Supplied records
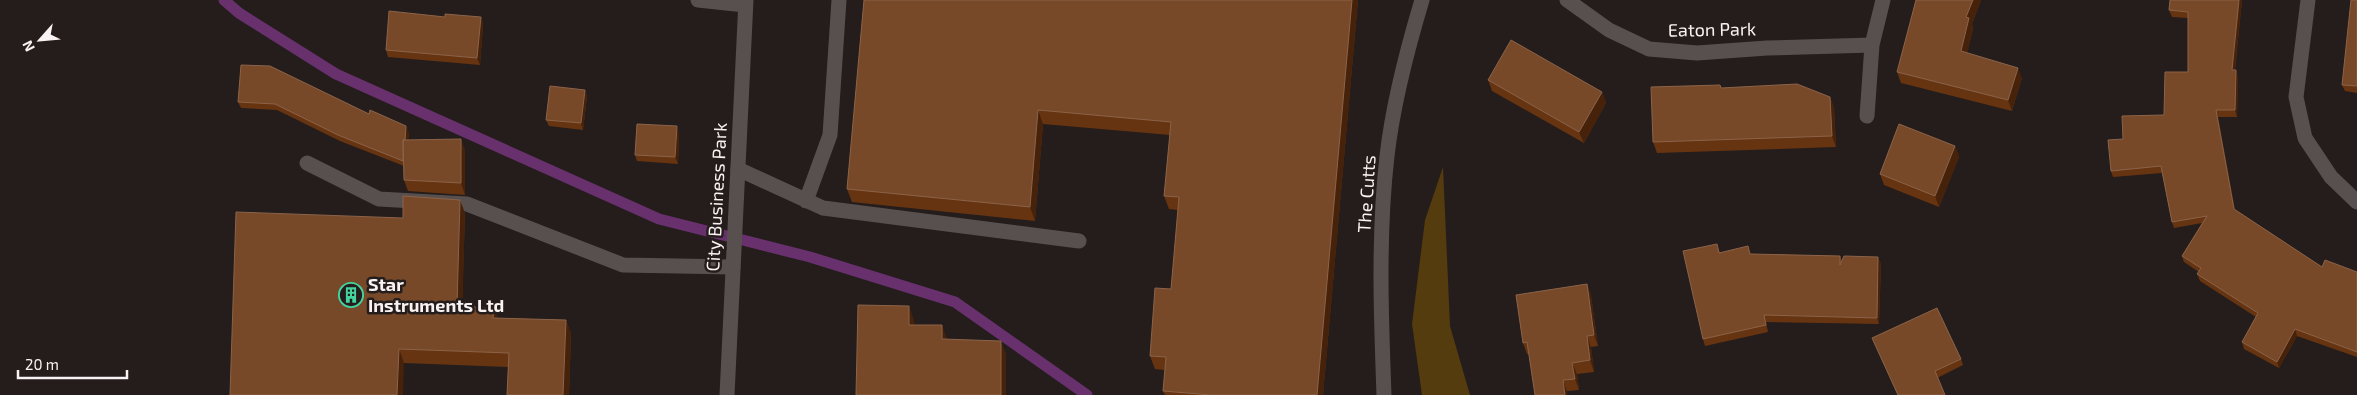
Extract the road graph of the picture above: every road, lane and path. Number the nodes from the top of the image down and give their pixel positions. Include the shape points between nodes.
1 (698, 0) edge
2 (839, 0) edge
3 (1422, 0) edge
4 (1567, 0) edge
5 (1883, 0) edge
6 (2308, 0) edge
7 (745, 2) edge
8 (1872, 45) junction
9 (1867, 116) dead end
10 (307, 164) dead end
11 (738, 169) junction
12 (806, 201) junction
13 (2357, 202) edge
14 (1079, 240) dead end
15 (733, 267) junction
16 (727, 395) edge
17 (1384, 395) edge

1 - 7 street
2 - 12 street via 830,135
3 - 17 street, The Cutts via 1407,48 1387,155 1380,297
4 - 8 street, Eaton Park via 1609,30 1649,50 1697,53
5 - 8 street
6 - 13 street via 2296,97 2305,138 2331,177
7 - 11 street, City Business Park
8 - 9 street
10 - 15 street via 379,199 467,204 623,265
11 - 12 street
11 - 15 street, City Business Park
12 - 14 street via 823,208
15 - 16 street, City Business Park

Goal of the exercise
All the lines above are to be reproduced exactly, except the pictures.

Solution to this exercise
Extract the road graph of the picture above: every road, lane and path. Number the nodes from the top of the image down and give their pixel positions. Include the shape points between nodes.
1 (698, 0) edge
2 (839, 0) edge
3 (1422, 0) edge
4 (1567, 0) edge
5 (1883, 0) edge
6 (2308, 0) edge
7 (745, 2) edge
8 (1872, 45) junction
9 (1867, 116) dead end
10 (307, 164) dead end
11 (738, 169) junction
12 (806, 201) junction
13 (2357, 202) edge
14 (1079, 240) dead end
15 (733, 267) junction
16 (727, 395) edge
17 (1384, 395) edge

1 - 7 street
2 - 12 street via 830,135
3 - 17 street, The Cutts via 1407,48 1387,155 1380,297
4 - 8 street, Eaton Park via 1609,30 1649,50 1697,53
5 - 8 street
6 - 13 street via 2296,97 2305,138 2331,177
7 - 11 street, City Business Park
8 - 9 street
10 - 15 street via 379,199 467,204 623,265
11 - 12 street
11 - 15 street, City Business Park
12 - 14 street via 823,208
15 - 16 street, City Business Park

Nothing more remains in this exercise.